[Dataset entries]
[Start of Attachment]

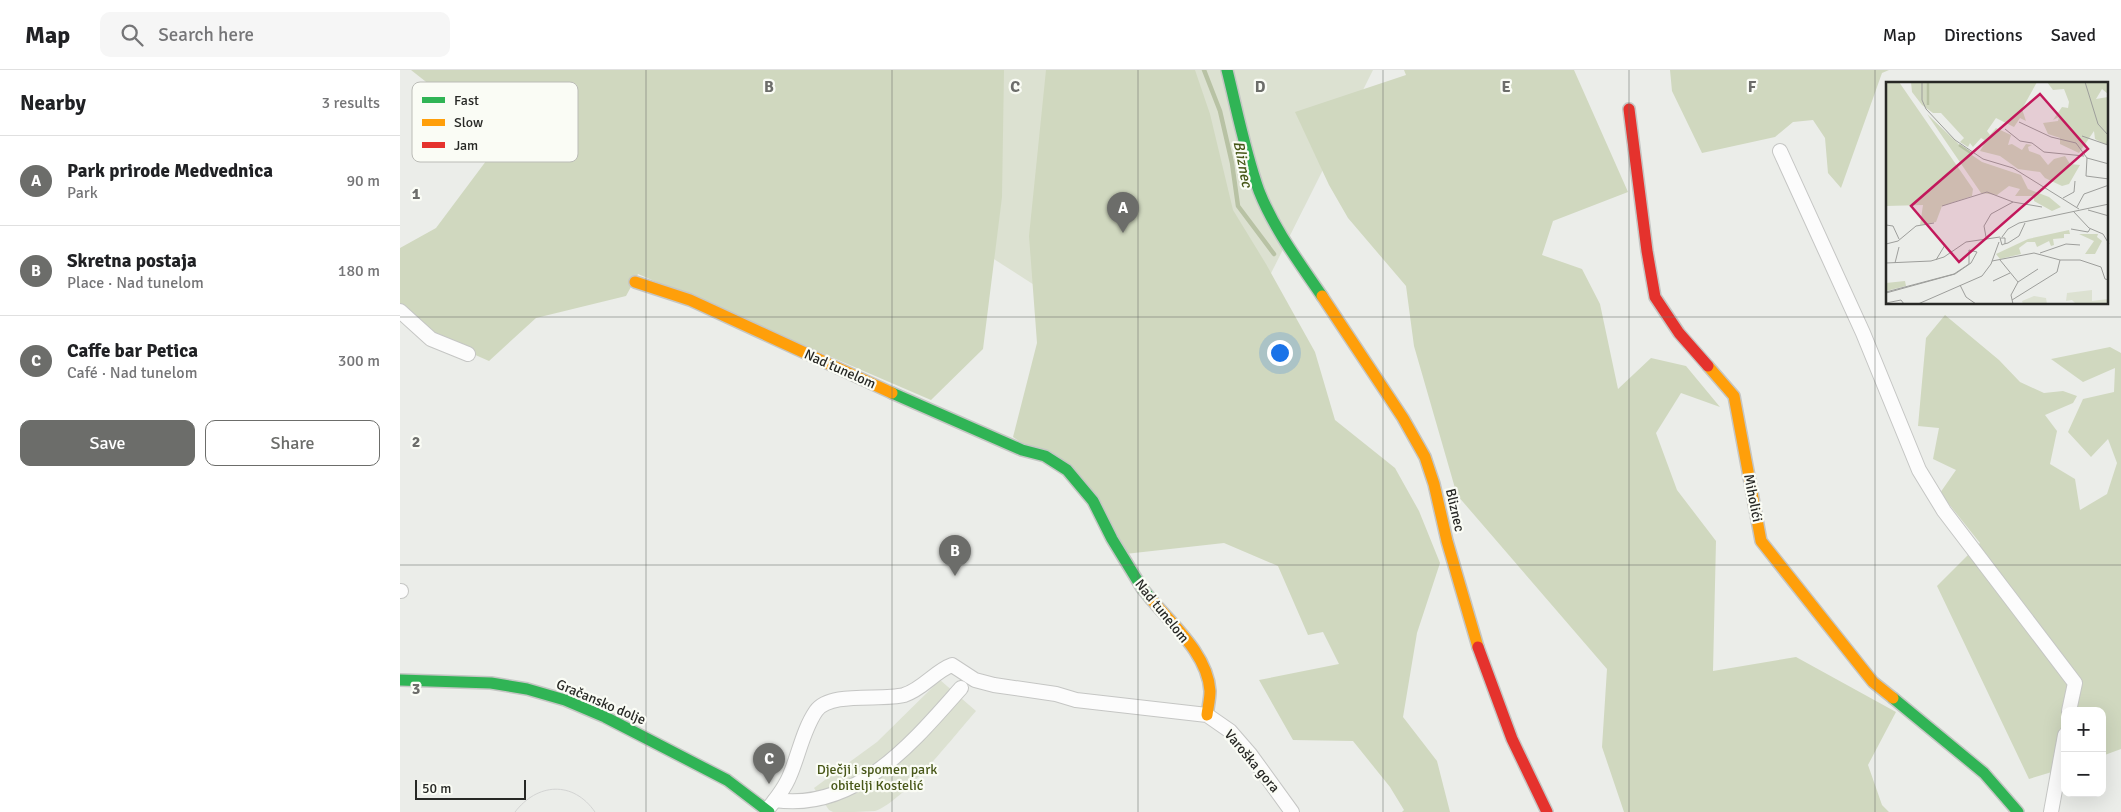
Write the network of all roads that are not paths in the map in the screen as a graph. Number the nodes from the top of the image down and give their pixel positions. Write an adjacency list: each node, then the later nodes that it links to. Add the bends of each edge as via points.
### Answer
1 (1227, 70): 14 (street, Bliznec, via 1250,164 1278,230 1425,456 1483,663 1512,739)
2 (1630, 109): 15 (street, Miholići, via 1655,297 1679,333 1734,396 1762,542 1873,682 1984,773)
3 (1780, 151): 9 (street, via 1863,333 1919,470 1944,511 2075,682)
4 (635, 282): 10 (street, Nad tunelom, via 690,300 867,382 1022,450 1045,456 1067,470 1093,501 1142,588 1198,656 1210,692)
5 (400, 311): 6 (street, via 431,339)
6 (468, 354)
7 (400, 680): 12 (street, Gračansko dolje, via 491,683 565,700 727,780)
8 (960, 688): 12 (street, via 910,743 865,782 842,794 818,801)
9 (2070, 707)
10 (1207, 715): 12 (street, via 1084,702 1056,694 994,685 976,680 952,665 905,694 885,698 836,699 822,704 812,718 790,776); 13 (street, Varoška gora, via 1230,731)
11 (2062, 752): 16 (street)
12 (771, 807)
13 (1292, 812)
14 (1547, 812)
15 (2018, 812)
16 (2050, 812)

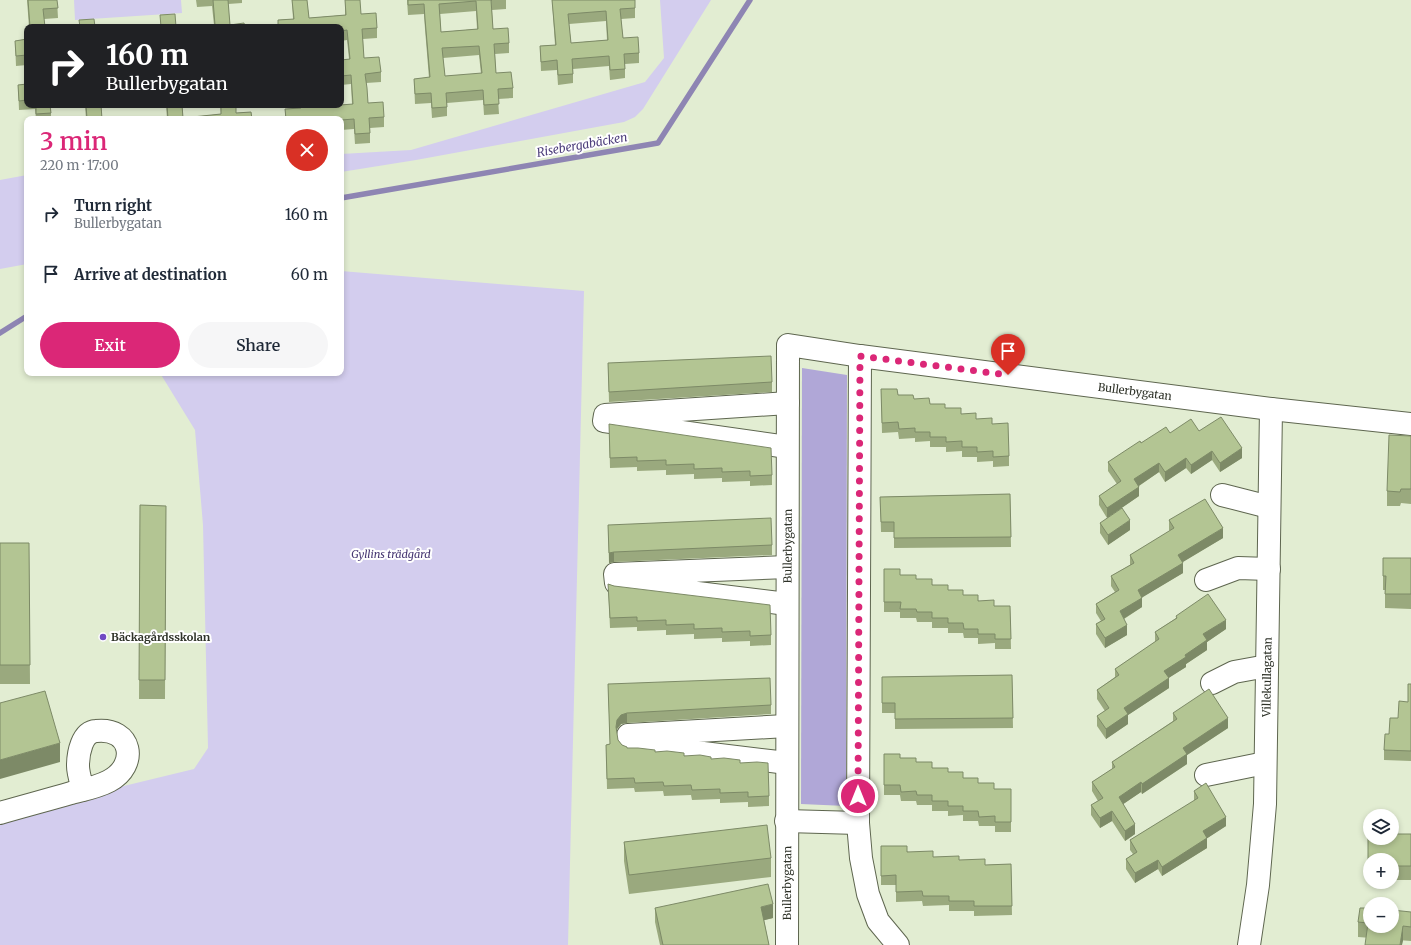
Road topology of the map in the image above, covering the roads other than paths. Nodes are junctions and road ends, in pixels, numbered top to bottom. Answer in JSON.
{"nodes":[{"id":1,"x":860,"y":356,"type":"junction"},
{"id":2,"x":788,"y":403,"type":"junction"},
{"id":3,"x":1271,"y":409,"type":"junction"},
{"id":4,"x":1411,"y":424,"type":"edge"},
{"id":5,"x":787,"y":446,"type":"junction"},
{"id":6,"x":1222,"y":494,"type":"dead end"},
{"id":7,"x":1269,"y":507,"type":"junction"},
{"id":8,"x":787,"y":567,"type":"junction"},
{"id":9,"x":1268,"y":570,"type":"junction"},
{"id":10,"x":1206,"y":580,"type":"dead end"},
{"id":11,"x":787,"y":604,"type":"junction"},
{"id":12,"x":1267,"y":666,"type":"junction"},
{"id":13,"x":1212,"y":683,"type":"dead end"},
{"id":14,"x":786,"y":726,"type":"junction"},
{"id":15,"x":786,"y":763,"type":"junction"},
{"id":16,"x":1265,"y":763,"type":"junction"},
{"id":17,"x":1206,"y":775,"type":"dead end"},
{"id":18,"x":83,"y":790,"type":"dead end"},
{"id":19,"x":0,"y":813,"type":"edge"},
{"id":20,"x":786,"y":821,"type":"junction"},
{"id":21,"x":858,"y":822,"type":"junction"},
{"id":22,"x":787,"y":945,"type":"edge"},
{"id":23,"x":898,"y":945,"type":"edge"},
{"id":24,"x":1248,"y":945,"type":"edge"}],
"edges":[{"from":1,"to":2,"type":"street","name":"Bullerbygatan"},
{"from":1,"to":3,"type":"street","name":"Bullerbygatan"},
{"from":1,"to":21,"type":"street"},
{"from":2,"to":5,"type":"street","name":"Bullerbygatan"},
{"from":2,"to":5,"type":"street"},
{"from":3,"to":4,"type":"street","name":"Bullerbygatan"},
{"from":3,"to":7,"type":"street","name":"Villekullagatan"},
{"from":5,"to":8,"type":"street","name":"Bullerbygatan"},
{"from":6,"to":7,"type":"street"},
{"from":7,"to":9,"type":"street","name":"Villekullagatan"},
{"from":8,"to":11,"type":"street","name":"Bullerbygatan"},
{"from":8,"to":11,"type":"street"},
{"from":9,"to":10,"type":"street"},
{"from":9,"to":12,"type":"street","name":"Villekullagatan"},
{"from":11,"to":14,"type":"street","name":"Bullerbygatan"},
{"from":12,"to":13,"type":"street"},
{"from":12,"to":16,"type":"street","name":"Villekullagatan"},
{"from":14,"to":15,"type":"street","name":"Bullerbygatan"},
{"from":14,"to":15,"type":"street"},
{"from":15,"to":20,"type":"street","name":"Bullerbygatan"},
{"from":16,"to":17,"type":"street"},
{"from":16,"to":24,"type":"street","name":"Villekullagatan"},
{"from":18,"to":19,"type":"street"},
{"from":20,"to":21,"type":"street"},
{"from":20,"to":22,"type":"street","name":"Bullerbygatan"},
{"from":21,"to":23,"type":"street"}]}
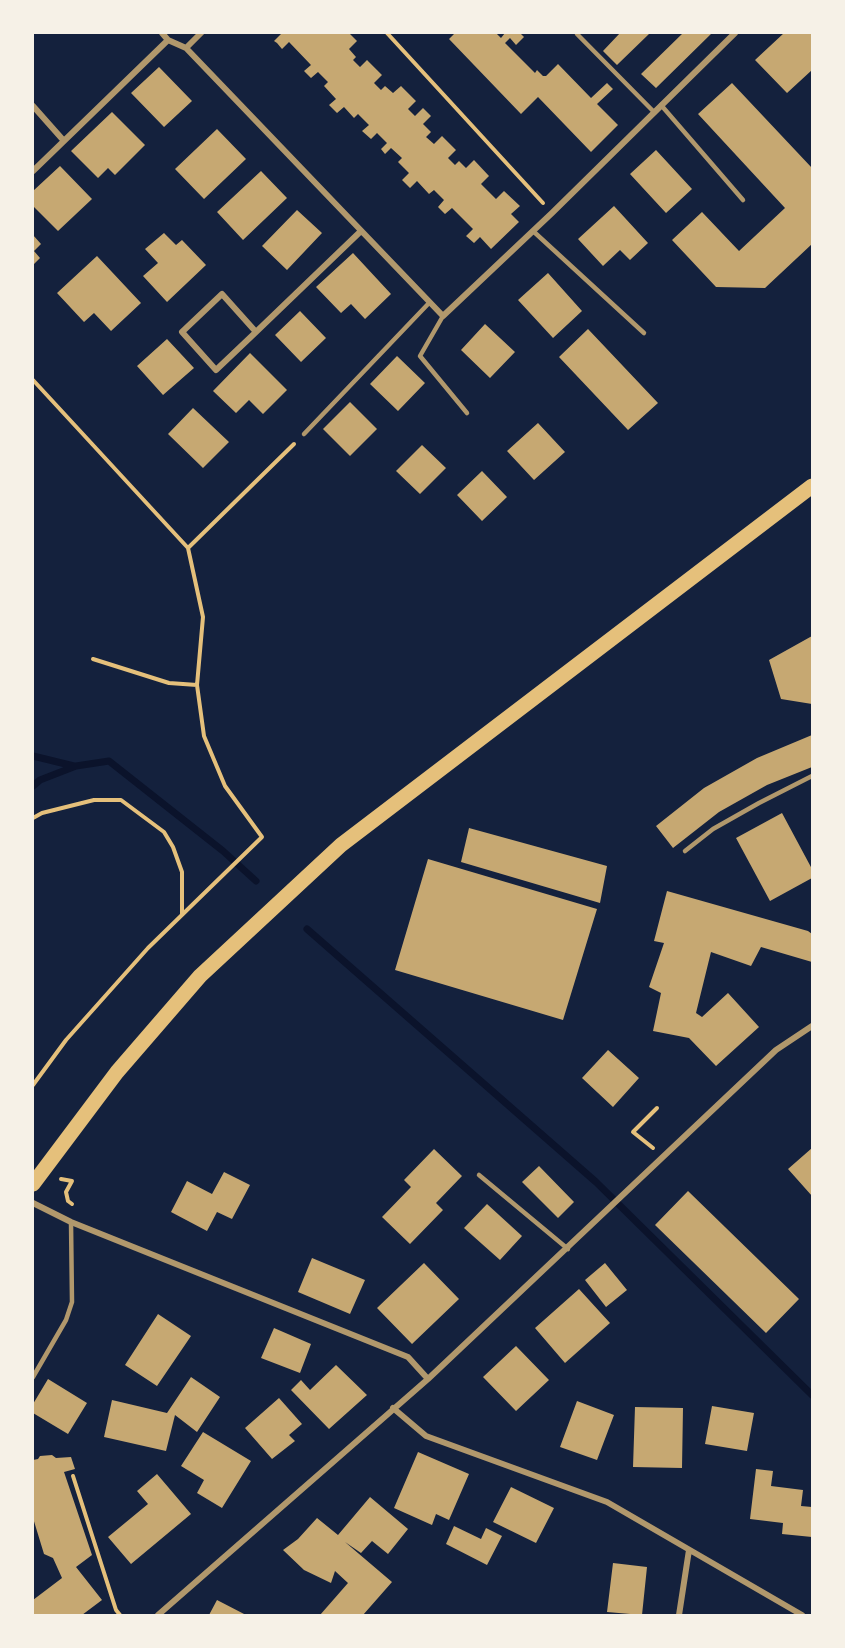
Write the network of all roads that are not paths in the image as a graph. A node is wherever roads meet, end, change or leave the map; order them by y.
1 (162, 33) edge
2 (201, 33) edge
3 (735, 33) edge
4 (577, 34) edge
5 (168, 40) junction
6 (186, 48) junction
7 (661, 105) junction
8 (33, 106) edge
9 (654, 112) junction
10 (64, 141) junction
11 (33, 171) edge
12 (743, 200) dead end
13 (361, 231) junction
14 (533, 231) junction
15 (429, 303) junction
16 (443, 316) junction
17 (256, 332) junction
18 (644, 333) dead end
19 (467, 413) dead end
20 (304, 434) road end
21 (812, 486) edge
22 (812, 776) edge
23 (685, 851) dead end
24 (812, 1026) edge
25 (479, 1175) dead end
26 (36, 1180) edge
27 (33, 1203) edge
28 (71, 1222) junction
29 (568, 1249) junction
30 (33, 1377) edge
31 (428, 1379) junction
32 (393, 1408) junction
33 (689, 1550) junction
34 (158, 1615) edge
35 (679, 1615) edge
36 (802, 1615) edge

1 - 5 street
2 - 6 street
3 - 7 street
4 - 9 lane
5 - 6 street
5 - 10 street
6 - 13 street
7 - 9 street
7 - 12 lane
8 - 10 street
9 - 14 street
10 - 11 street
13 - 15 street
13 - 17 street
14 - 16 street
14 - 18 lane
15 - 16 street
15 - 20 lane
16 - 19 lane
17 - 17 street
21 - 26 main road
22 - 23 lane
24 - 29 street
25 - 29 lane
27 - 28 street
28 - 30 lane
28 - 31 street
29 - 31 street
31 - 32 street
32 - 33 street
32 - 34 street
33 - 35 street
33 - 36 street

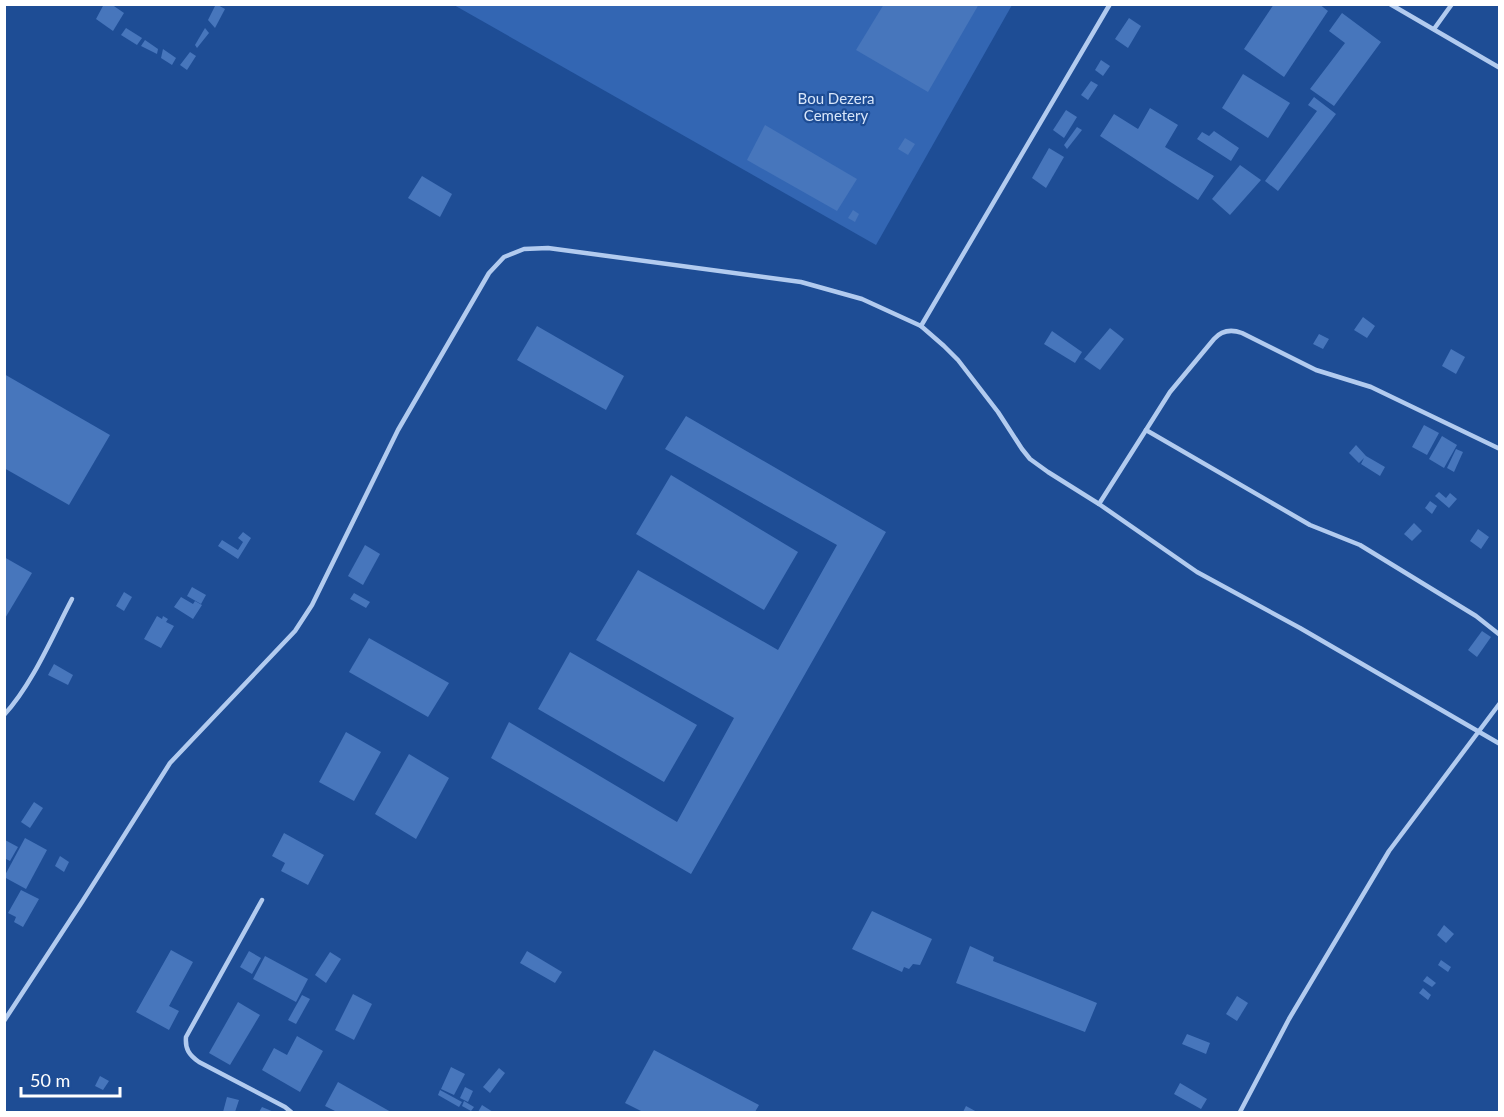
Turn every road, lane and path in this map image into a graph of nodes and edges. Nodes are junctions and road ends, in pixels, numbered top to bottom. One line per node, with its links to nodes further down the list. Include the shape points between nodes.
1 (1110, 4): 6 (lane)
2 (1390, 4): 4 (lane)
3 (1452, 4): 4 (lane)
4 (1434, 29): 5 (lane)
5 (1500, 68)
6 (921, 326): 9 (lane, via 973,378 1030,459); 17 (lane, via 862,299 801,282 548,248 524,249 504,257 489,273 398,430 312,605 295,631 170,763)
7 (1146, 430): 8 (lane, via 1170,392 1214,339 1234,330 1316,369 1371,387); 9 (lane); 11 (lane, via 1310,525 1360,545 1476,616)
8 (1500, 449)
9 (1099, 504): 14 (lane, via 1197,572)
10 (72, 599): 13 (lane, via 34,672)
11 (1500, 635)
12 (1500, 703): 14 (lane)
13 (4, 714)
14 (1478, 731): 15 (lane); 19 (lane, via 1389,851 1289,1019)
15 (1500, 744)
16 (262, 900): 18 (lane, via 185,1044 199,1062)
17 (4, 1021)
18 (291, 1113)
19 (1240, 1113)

[End of Attachment]

* **INSTRUCTIONS TO FOLLOW**:
Using the entries above, give again each line from the one containing "Turn every road, lane" through the last line, exactly and only those.

* **WRITTEN ANSWER**:
Turn every road, lane and path in this map image into a graph of nodes and edges. Nodes are junctions and road ends, in pixels, numbered top to bottom. One line per node, with its links to nodes further down the list. Include the shape points between nodes.
1 (1110, 4): 6 (lane)
2 (1390, 4): 4 (lane)
3 (1452, 4): 4 (lane)
4 (1434, 29): 5 (lane)
5 (1500, 68)
6 (921, 326): 9 (lane, via 973,378 1030,459); 17 (lane, via 862,299 801,282 548,248 524,249 504,257 489,273 398,430 312,605 295,631 170,763)
7 (1146, 430): 8 (lane, via 1170,392 1214,339 1234,330 1316,369 1371,387); 9 (lane); 11 (lane, via 1310,525 1360,545 1476,616)
8 (1500, 449)
9 (1099, 504): 14 (lane, via 1197,572)
10 (72, 599): 13 (lane, via 34,672)
11 (1500, 635)
12 (1500, 703): 14 (lane)
13 (4, 714)
14 (1478, 731): 15 (lane); 19 (lane, via 1389,851 1289,1019)
15 (1500, 744)
16 (262, 900): 18 (lane, via 185,1044 199,1062)
17 (4, 1021)
18 (291, 1113)
19 (1240, 1113)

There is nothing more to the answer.